We Can CAN’T Handle It!
Kansas
City, October 3,
2004. When Union Pacific
Railroad executive vice president John Koraleski faces his customers these
days, he prefers to stay on his feet rather than sit in one place, he
says, "Because it's harder to hit a moving target."
It has been that kind of year for
UP, the nation's No. 1 freight carrier, which moves millions of tons of
coal, lumber, automobiles, corn — you name it — each day. The most storied of American railroads,
Union Pacific Railroad was launched in Nebraska during the Civil War with
a handful of tracklayers, helped open up the frontier West and has since
grown into a $12 billion-a-year colossus with 48,000 employees and 33,000
miles of track crisscrossing 23 Western states.
Today UP handles some 30% of
the nation's rail freight traffic. But during the past year, the
legendary railroad has been groaning under the weight of embarrassing
logistical breakdowns. Customers from
Dow Chemical, UPS and Amtrak to a small New Orleans molasses shipper and
a Houston creosote supplier have watched in frustration as delays
on UP's rails caused their products to pile up in rail yards and
ports, arrive hours or days late and sometimes never get to the
destination at all. UP has been paying a
hefty price too: as its rails began backing up, the company's profits
took a hit, falling to $323 million in the first half of 2004 from $717
million in that period a year ago.
"When trains run slowly,
sit in terminals and don't get where they should be on time, productivity
is lower," says railroad analyst Donald Broughton of AG Edwards,
"but labor costs, maintenance and equipment expenses rise, and that
cuts into profits."
There's more at stake than the fate
of one railroad company or getting a carload of molasses to the
supermarket on time. The nation's
four largest railroads, UP, Burlington Northern Santa Fe, CSX and Norfolk
Southern, are a linchpin of the U.S.
economy; when they don't run smoothly, it's tough for the economy to
grow. Lately, for companies whose
bottom line depends on moving goods on schedule, the situation has become
dire. UPS, the huge Parcel Service, was
recently forced to shift some shipments to trucks. Dow Chemical, which supplies, among other
things, chlorine for water utilities, suspended operations at a Michigan
plant until the distribution logjam clears. Passenger trains are affected too.

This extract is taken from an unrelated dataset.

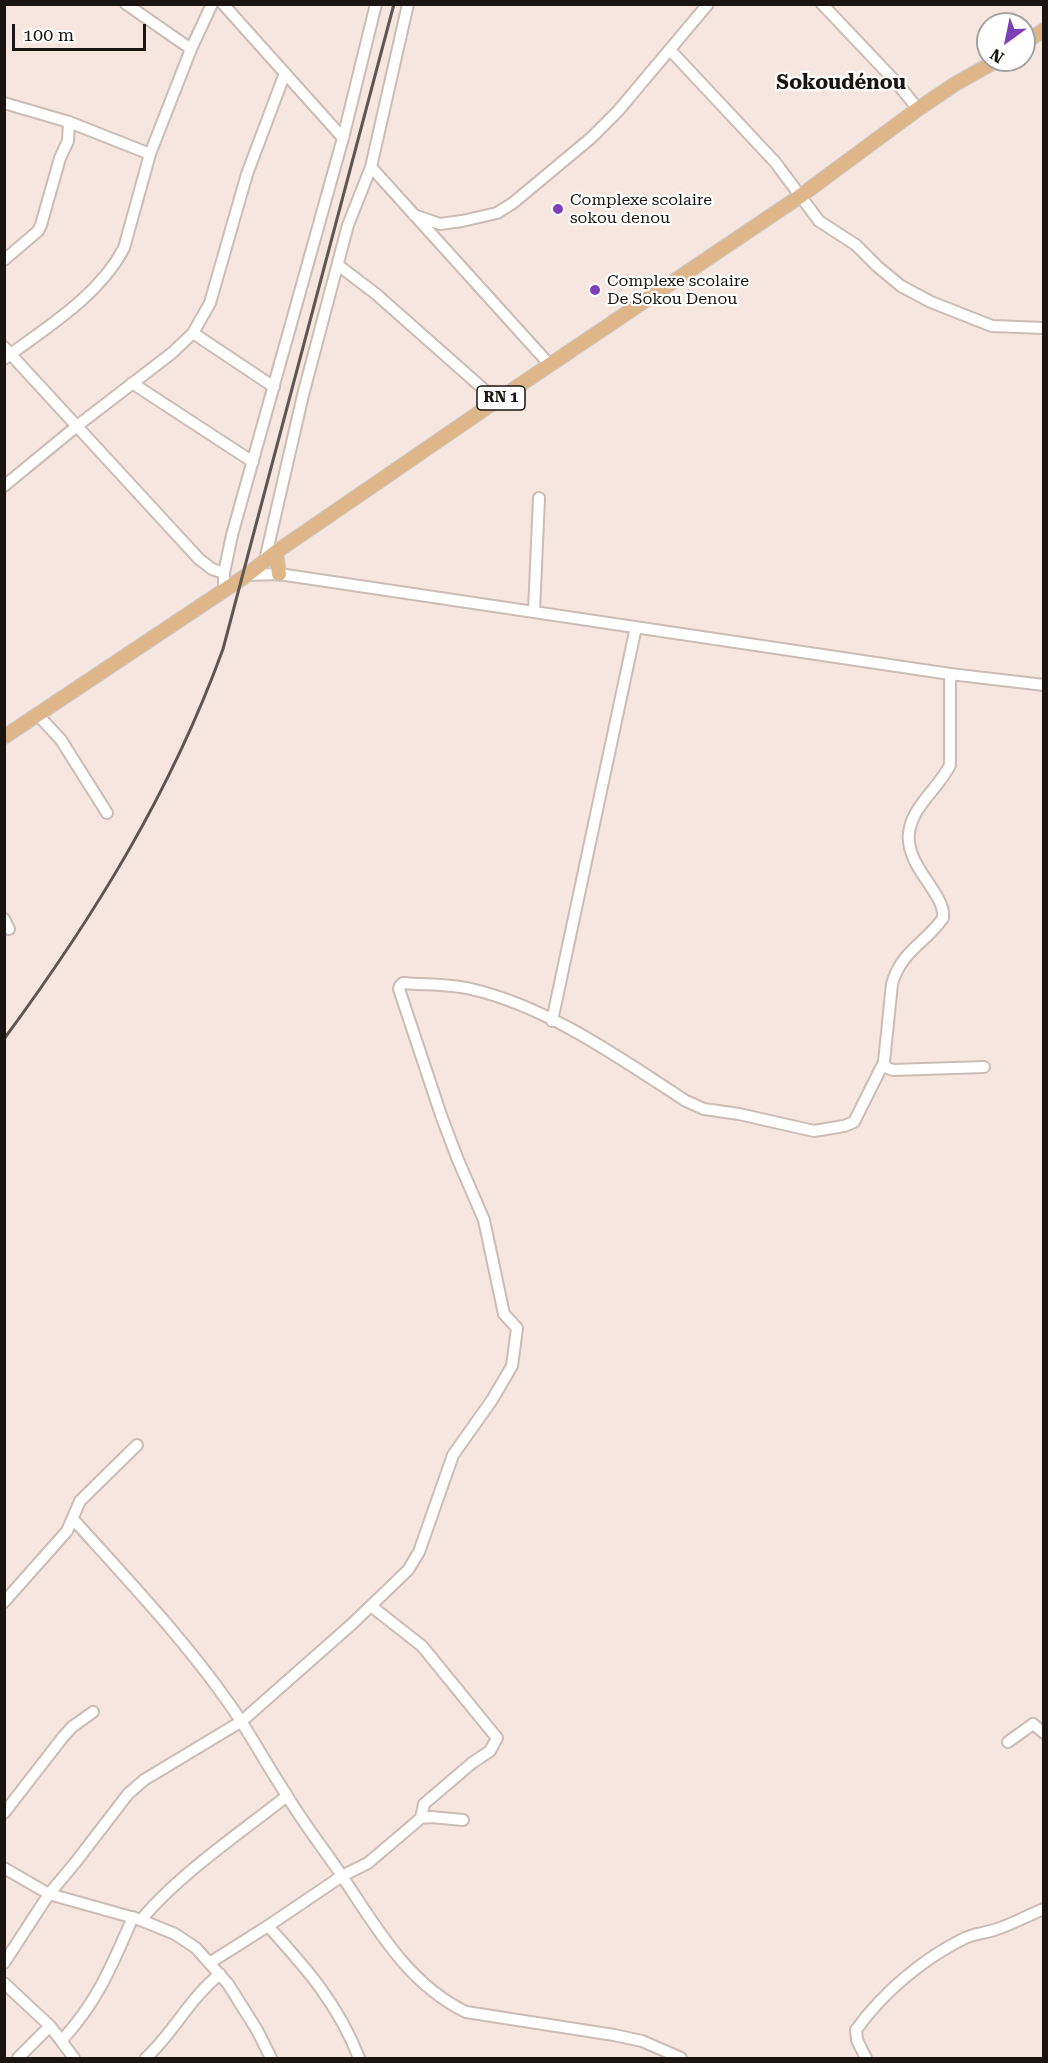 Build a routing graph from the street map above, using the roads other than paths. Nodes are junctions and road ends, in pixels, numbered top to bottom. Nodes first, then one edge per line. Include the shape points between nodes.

Amtrak's Sunset Limited, which makes a thrice-weekly run from Orlando,
Fla., to Los Angeles,
has yet to arrive on time this year, rolling in as much as 40 hours late.
Amtrak had to fly one near mutinous trainload of passengers to their
destination when the Limited fell behind, leaving customers and Amtrak
fuming. "There are other freight
tracks we operate over that are busy," says Amtrak spokesman Mark
Magliari, "but none are as bad as UP."
UP found itself under the hot
lights earlier this month when representatives from the major railroads
gathered in Kansas City, Mo.,
for a regulatory meeting convened by the federal Surface
Transportation Board. Asked to
explain what has gone wrong at UP, executive Koraleski (sent by CEO
Richard Davidson to calm the waters) blamed the strangest of culprits:
unexpectedly strong demand. UP
executives were caught by surprise when the economy rebounded and freight
volume spiked. (Normally, a 1% to
2% up tick is considered a good month, but UP's carloads increased 5.3%
in May alone.) Meanwhile, a weakening
dollar ratcheted up demand for U.S.
goods abroad. On top of that, a chilly
winter increased demand for coal, and a bumper harvest on Midwest
farms flooded the system with crops.
The upshot: in the first six months of 2004, UP has seen record
volume, and the 2.37 million carloads it shipped in the second quarter
was its most ever. "Our crystal
ball did not see this coming," admits Koraleski.
But it gets worse: UP's planning in
the preceding years set the firm up for the current crisis. About 30% of
its work force — including engineers needed to run the trains — was
allowed to take early retirement just before traffic began picking
up. UP chief operating officer
Dennis Duffy defends his railroad by saying that "predicting
capacity is more art than science," and adds that UP is hiring
engineers and buying new locomotives as fast as possible. But some railroad customers point out
that Burlington Northern and Norfolk
Southern have largely avoided UP-style bottlenecks through foresight and
quick hiring. (CSX, caught short
by sudden congestion on its lines, has also seen its profits tumble.) "This is not an industry that can
easily turn on a dime," says Surface Transportation Board
chairman Roger Nober. That's hardly
news to UP's customers. At the
Kansas City meeting, while Houston creosote broker Bobby Godfrey of KMG-
Bernuth listened, UP's Koraleski admitted that the railroad has still not
cleared backlogs in the Houston area and anticipates more delays. "I've been in this business since I was
20 and never seen it this bad," Godfrey says. For him and hundreds
of other customers, there's no light yet at the end of the tunnel.
Comment: No light at the end of the tunnel? Perhaps you don’t know where the tunnel is!